--- Exercise description ---
Extract the run of lines that starts at the top of the records below and ends at the line with "Which roads connect", keeping both ends and excluding pictures.

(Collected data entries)

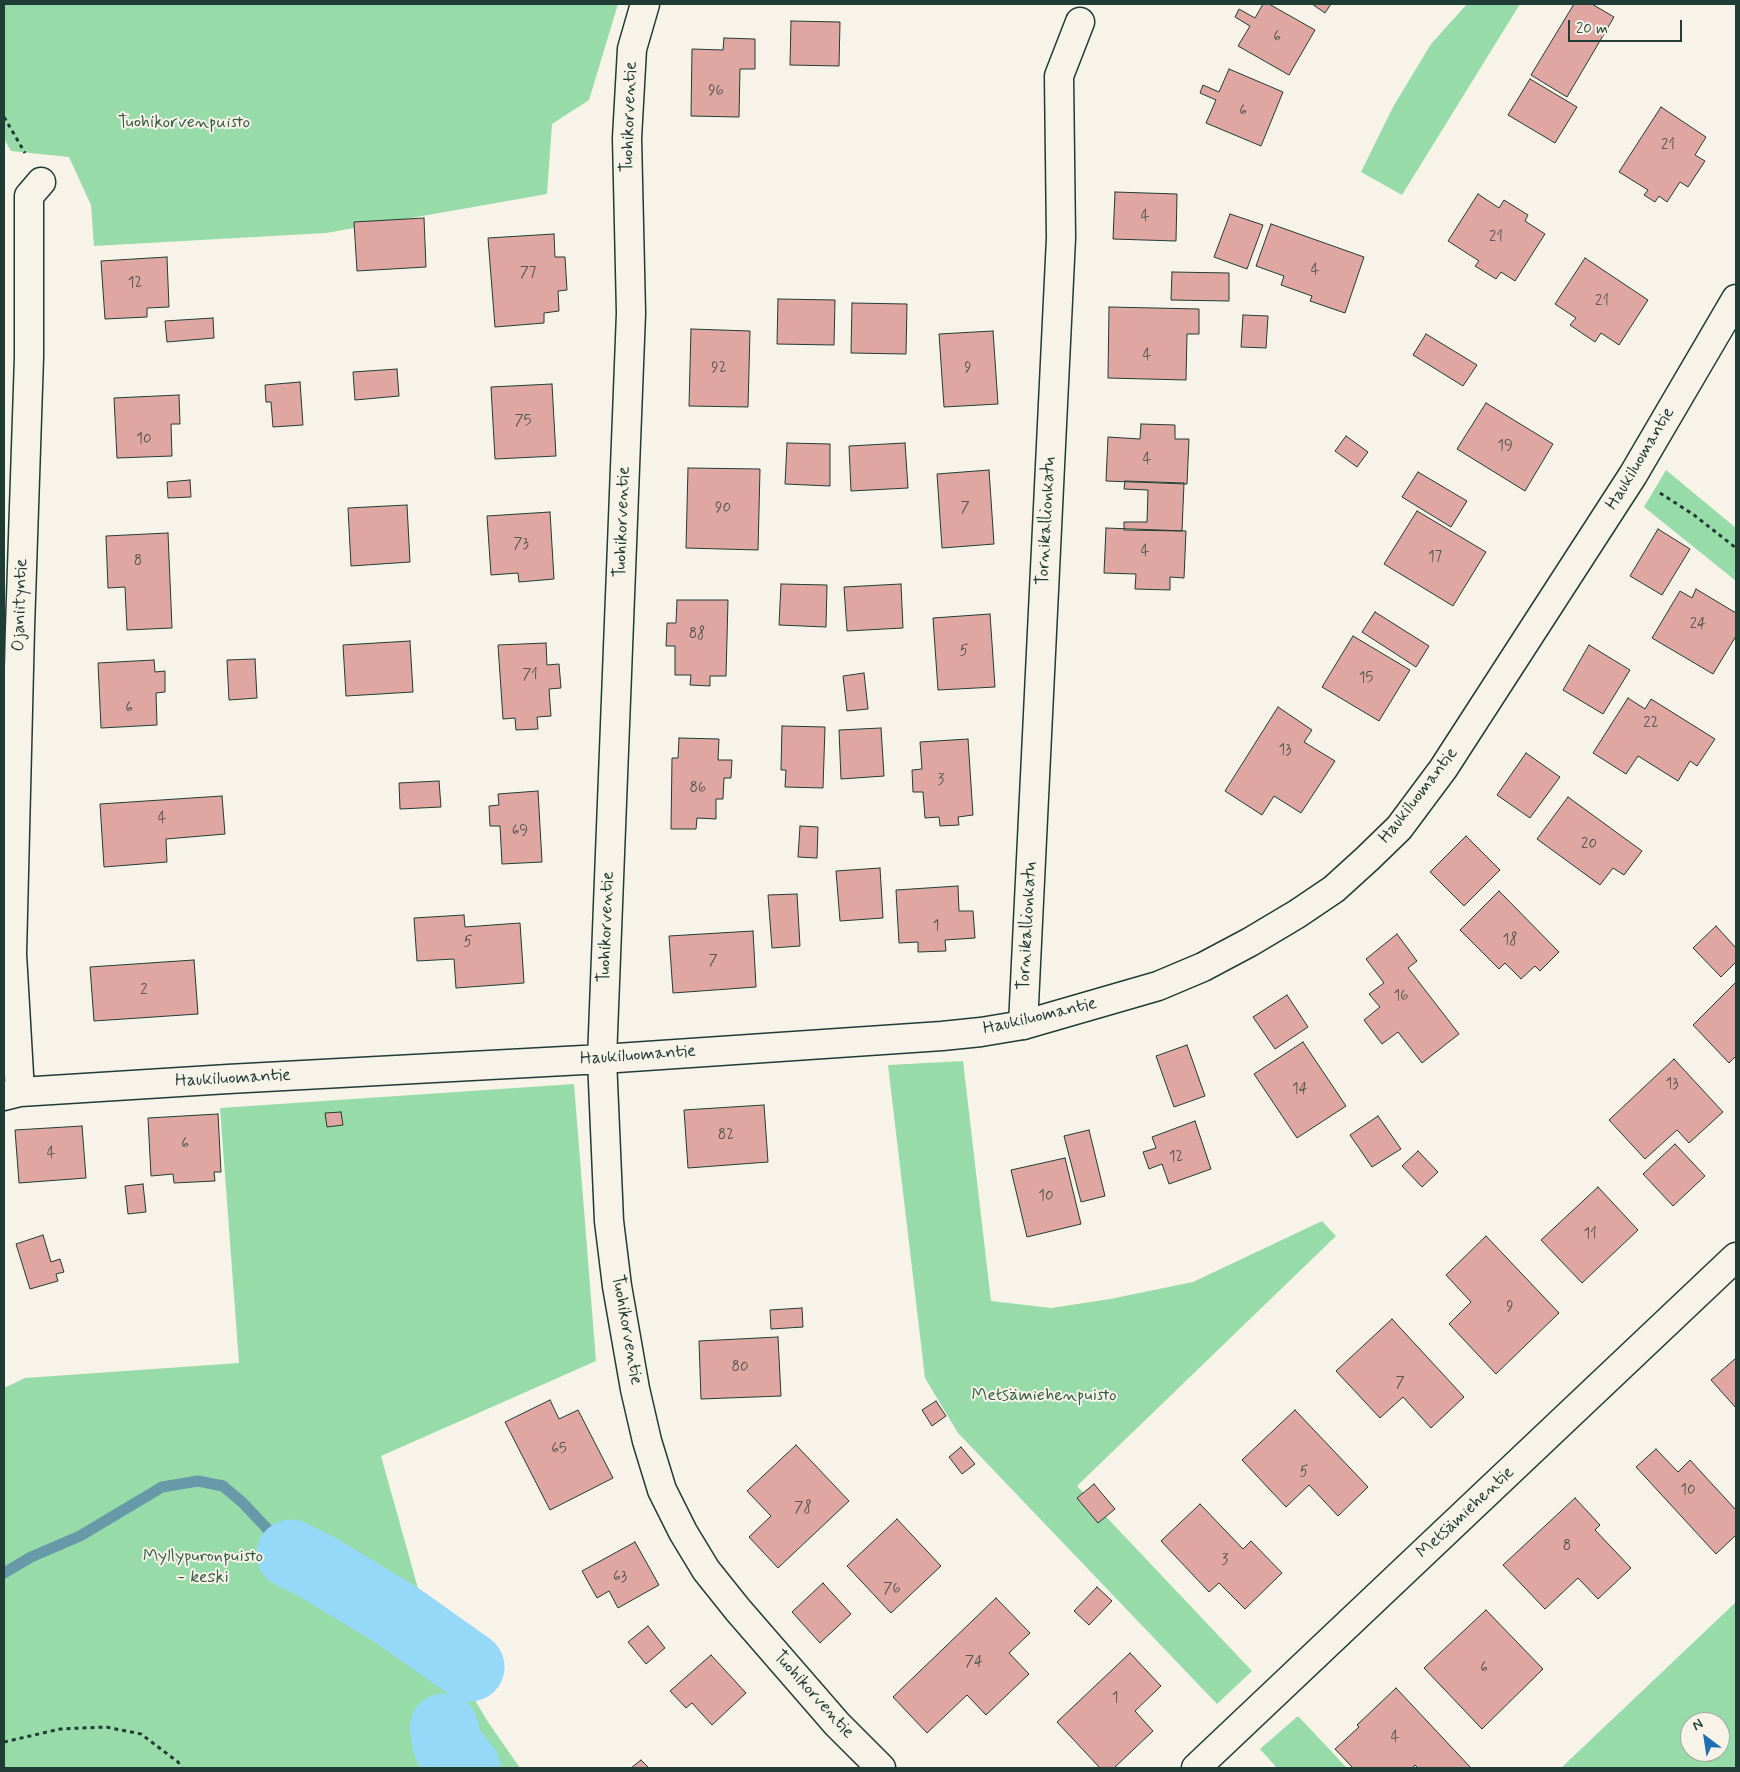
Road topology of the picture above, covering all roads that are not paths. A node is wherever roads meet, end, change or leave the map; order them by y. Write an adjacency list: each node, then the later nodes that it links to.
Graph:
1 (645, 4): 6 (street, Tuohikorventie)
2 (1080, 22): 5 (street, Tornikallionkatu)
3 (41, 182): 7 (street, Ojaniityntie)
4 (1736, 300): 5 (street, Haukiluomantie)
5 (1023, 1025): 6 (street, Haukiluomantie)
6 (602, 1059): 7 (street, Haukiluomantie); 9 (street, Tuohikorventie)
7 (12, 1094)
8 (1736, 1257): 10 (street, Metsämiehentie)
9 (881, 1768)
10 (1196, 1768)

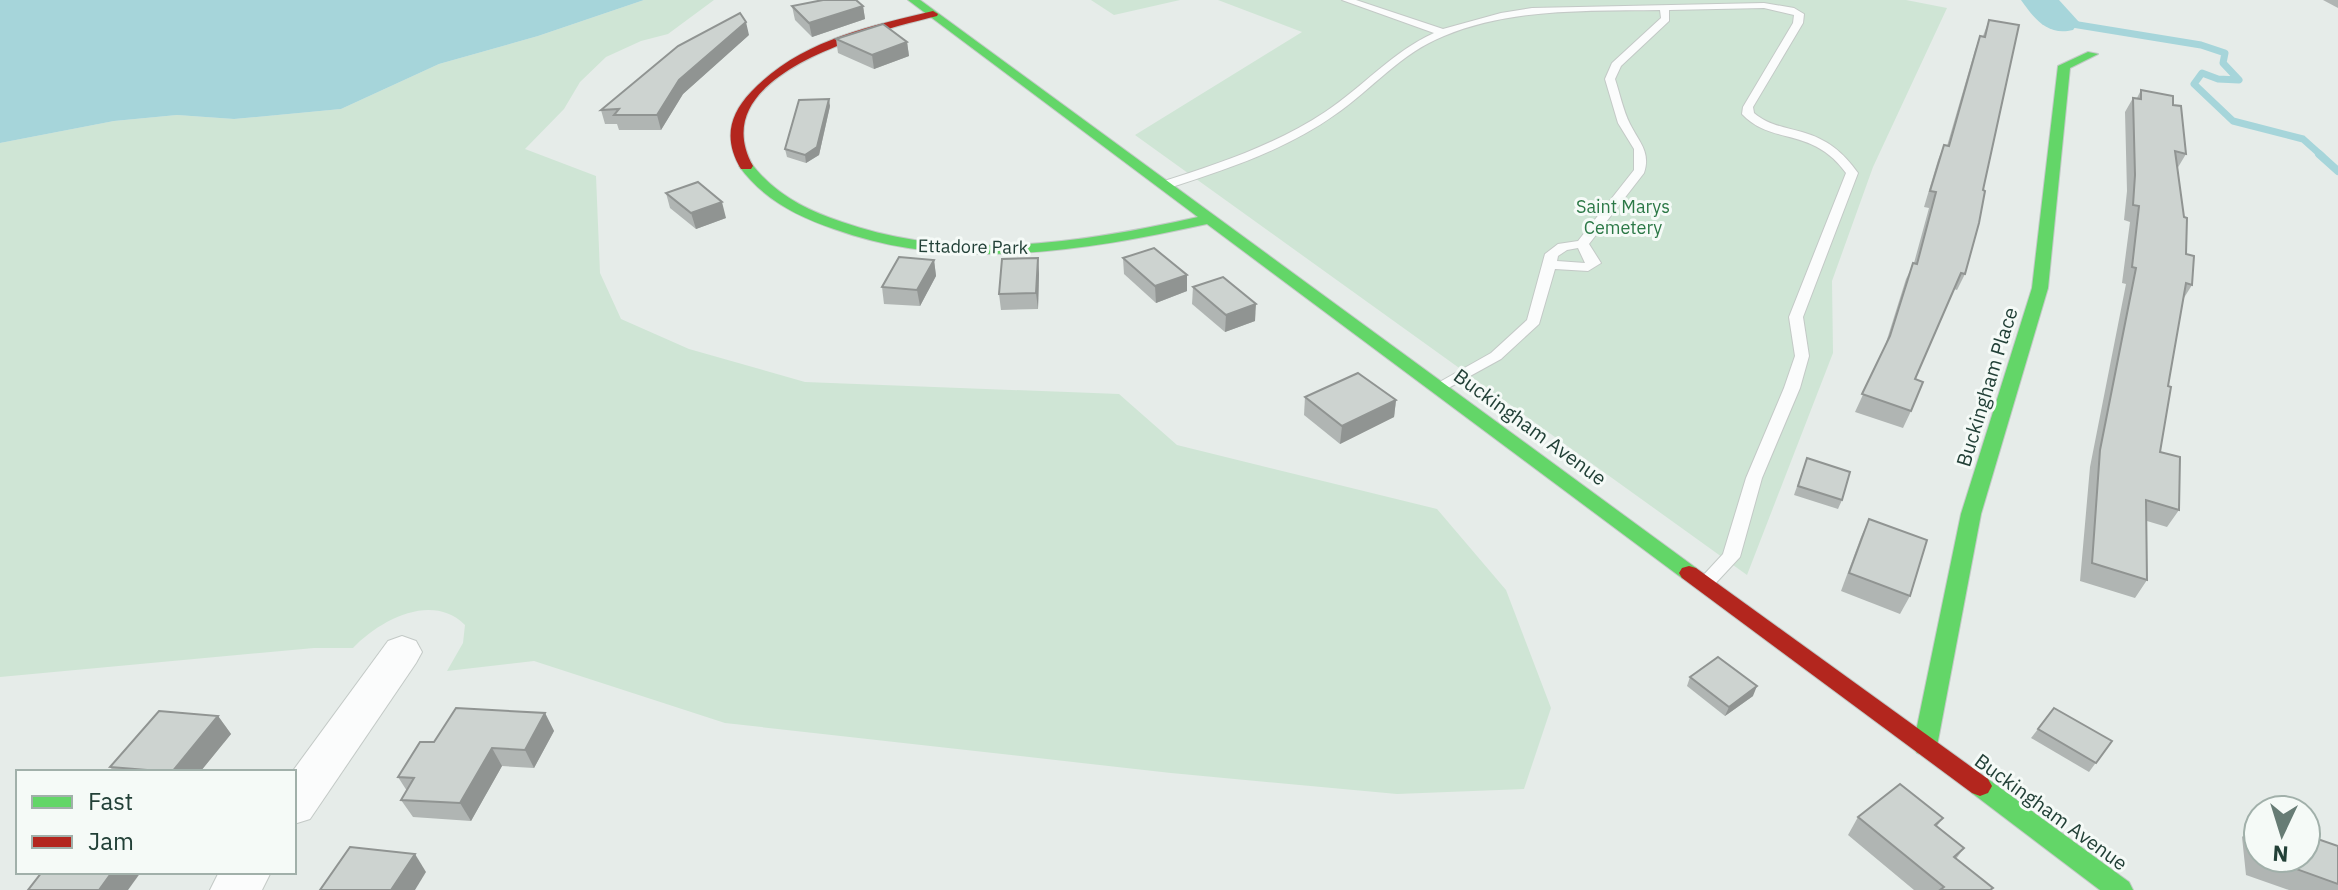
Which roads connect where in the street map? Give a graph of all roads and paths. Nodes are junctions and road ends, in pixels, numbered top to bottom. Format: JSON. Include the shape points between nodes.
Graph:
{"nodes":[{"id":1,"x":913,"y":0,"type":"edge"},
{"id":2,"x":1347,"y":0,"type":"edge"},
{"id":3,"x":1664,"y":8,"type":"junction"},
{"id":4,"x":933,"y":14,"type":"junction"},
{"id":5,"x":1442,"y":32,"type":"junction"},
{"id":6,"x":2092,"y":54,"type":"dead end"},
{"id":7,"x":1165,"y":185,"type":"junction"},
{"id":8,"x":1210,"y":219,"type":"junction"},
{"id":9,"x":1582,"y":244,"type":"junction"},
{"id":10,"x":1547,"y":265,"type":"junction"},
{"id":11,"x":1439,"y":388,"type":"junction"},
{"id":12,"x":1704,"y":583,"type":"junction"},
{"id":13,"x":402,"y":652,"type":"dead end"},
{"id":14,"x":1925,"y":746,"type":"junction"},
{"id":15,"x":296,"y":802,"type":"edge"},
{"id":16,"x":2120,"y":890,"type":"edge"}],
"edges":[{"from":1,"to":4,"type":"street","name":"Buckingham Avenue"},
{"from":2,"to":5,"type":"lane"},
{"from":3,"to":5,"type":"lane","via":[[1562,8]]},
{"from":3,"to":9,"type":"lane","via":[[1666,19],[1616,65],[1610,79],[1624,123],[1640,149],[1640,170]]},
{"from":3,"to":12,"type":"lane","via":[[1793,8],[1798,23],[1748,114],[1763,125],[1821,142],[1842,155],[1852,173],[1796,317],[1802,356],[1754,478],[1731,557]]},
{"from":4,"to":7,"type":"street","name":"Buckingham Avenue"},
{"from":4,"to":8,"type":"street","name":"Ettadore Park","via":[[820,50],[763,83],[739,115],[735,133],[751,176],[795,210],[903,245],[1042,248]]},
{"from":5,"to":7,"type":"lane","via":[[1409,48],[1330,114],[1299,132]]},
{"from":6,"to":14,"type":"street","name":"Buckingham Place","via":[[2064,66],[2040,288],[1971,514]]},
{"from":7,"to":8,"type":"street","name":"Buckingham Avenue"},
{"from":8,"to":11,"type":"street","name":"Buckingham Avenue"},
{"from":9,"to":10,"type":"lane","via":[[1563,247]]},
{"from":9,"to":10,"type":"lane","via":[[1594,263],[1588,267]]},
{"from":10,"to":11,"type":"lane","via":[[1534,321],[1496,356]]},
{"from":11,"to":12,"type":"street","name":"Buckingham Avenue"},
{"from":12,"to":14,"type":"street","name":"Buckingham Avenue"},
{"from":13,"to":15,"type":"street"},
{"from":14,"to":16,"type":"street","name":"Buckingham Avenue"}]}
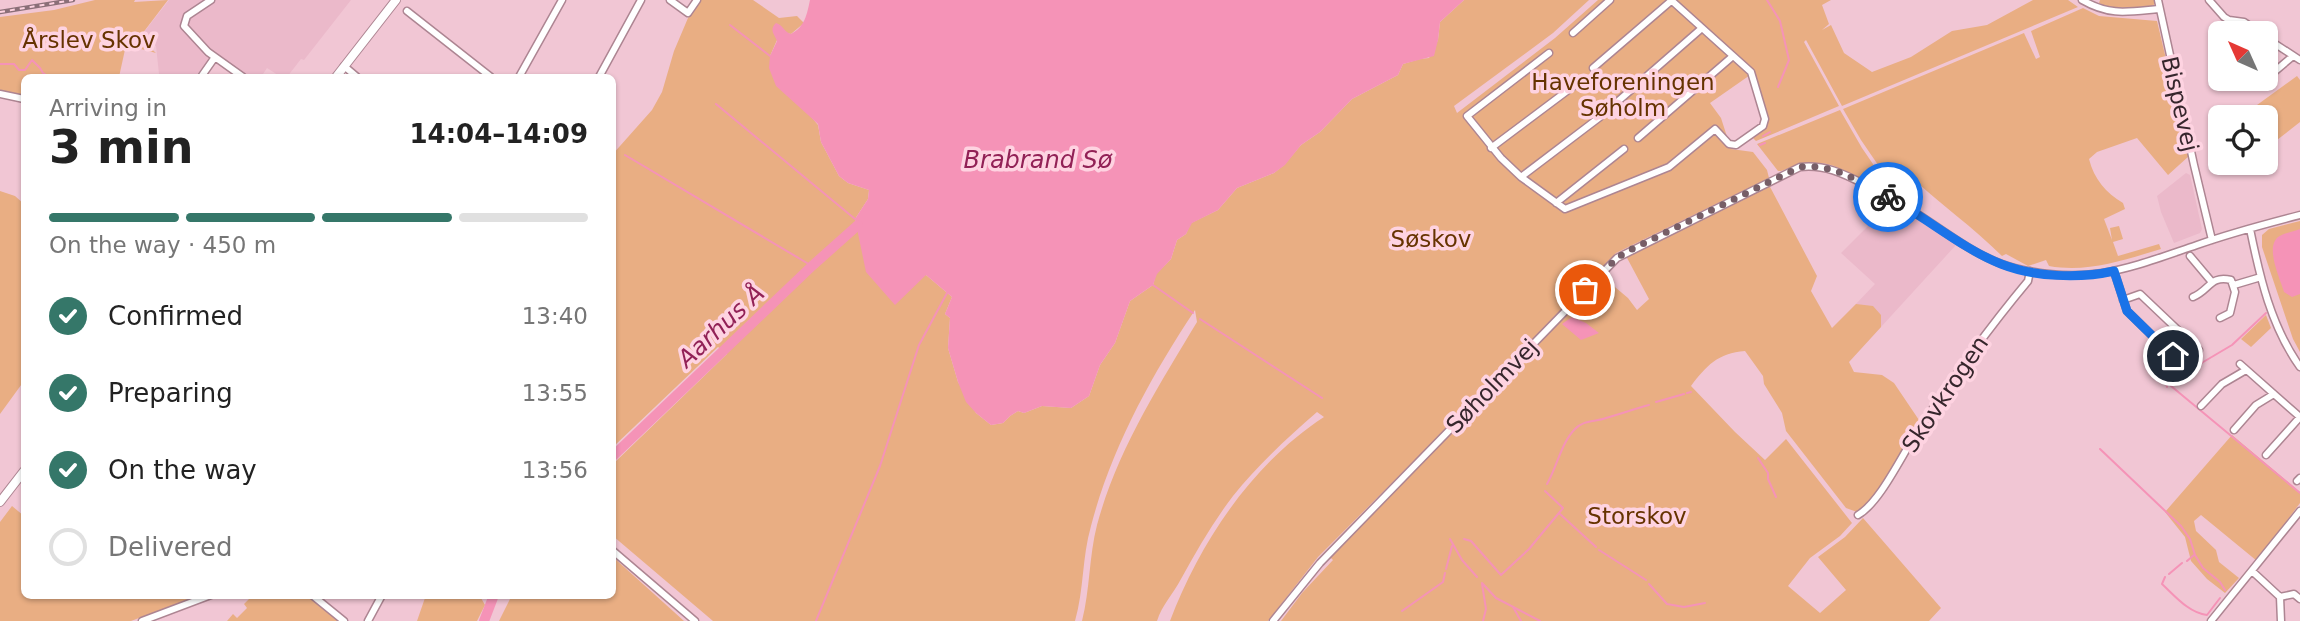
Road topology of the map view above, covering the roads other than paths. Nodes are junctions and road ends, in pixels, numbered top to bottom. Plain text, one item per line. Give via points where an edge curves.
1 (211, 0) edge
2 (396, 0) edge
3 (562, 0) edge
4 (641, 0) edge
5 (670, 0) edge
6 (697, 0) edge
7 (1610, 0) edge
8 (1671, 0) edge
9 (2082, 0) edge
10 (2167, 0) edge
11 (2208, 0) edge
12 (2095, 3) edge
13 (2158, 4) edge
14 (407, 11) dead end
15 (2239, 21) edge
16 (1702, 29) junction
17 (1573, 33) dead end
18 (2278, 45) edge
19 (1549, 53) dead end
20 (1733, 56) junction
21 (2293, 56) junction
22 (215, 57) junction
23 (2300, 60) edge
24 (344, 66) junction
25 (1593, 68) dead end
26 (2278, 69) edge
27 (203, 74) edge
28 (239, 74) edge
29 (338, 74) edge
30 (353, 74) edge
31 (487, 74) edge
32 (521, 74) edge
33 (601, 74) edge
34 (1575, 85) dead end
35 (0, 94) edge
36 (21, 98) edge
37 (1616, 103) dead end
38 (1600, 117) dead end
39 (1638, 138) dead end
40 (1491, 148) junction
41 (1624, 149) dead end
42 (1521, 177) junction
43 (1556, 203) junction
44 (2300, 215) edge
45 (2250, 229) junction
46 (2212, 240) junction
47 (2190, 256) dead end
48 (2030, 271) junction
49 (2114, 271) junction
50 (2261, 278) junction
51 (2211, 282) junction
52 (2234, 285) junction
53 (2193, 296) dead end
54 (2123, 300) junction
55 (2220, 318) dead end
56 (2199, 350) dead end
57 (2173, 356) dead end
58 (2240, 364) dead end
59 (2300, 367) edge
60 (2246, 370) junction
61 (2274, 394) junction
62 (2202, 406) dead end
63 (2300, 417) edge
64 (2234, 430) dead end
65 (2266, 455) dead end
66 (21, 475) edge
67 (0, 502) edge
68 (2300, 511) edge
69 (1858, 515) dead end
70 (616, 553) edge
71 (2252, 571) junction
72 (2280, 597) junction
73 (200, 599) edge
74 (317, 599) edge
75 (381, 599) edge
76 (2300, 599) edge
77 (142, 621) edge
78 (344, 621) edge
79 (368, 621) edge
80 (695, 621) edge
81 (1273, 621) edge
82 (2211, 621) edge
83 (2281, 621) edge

--- Response to the task ---
Road topology of the picture above, covering all roads that are not paths. A node is wherever roads meet, end, change or leave the map; order them by y. Write an adjacency list: each node, then the later nodes that it links to.
Graph:
1 (645, 4): 6 (street, Tuohikorventie)
2 (1080, 22): 5 (street, Tornikallionkatu)
3 (41, 182): 7 (street, Ojaniityntie)
4 (1736, 300): 5 (street, Haukiluomantie)
5 (1023, 1025): 6 (street, Haukiluomantie)
6 (602, 1059): 7 (street, Haukiluomantie); 9 (street, Tuohikorventie)
7 (12, 1094)
8 (1736, 1257): 10 (street, Metsämiehentie)
9 (881, 1768)
10 (1196, 1768)

Which roads connect where in the street map? Give a graph of all roads and paths. Nodes are junctions and road ends, in pixels, numbered top to bottom. Format: JSON. Include the shape points between nodes.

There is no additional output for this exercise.